With regard to the issue of trespass and waste, I would consider the totality of the circumstances, including the fact that coal can be enjoyed only through extraction and is valuable only as a result of extraction. See 1 Kuntz, A Treatise on the Law of Oil and Gas § 5.3 (1987). Moreover, I would consider the fact that an overwhelming majority of the interest holders want to mine yet are prohibited from partitioning the property. Then I would adopt a rule such as that which is said to be the majority rule regarding extraction of oil and gas:* “Under the rule which is applied in the majority of states which have decisions on the point, a cotenant in the fee may enter to explore for and produce oil and gas without consent of his cotenants. He must, however, account to his cotenants for their proportionate share of production.” Id. (citations omitted) (emphasis added) . By such rule, in the special class of cases represented by the instant appeal, I would undertake to prevent a tyranny of the minority interest holders. Without such a rule, the majority’s interest in otherwise valuable mineral rights could be absolutely destroyed on the whim of one recalcitrant co-owner.

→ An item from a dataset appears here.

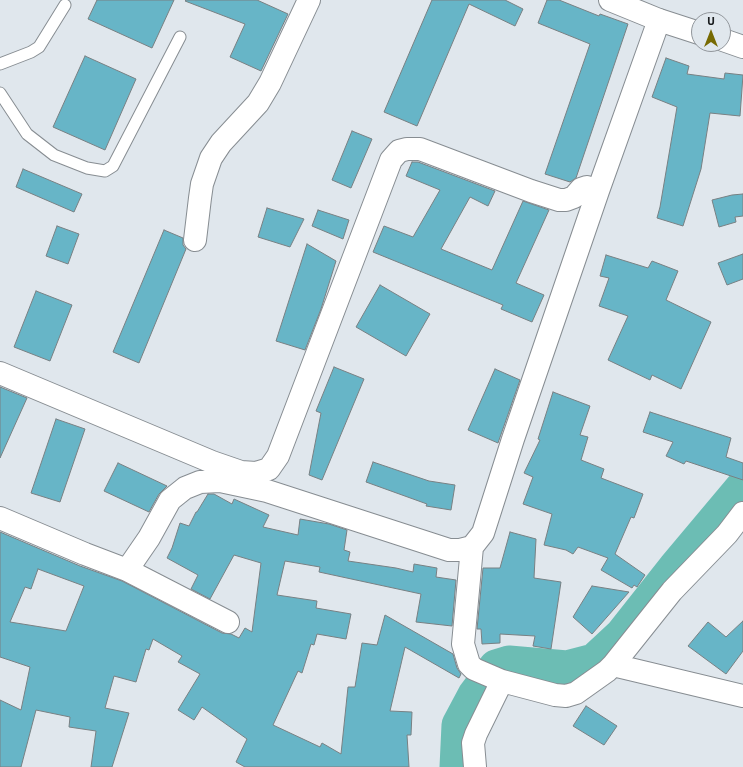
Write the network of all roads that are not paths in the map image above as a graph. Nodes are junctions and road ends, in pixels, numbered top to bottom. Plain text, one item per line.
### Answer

*670The portion of the majority opinion which concerns the haulage issue does not even address the issue which was presented to this Court. That issue is whether Chosar trespassed upon its own property when it transported a third party’s coal through passageways located in the Willis tract. The facts are that the haulage does nothing to damage the mineral estate.

I cannot understand, and the majority does not explain, how a co-owner of property can trespass on his own property simply by moving through that property. The haulage issue does not involve a question of entering the property to commit waste. Hauling coal through tunnels is not the same as removing coal from the property. The theory of trespass in the context of waste is that not even a co-owner of property will be permitted to enter the property to commit waste. In that limited situation, the law says that even the co-owner has no right to be on the property. But where no act of waste is being committed, the co-owner’s original rights to enter his property will obtain.

The majority has, by brute force, simply declared that because it was waste to extract coal in the first instance, it is trespass to move through the tunnels created by the original extraction even if no more extraction is being done. I disagree with the first proposition. But even if it were true, the second proposition does not follow from the first. I would reverse the judgment of the trial court on both issues.

Although the rule I would adopt derives from the law of oil and gas, which substances have characteristics different from coal, it is noteworthy that the Dotson decision was itself based on oil and gas principles. See Dotson, 197 Va. at 679, 90 S.E.2d at 787.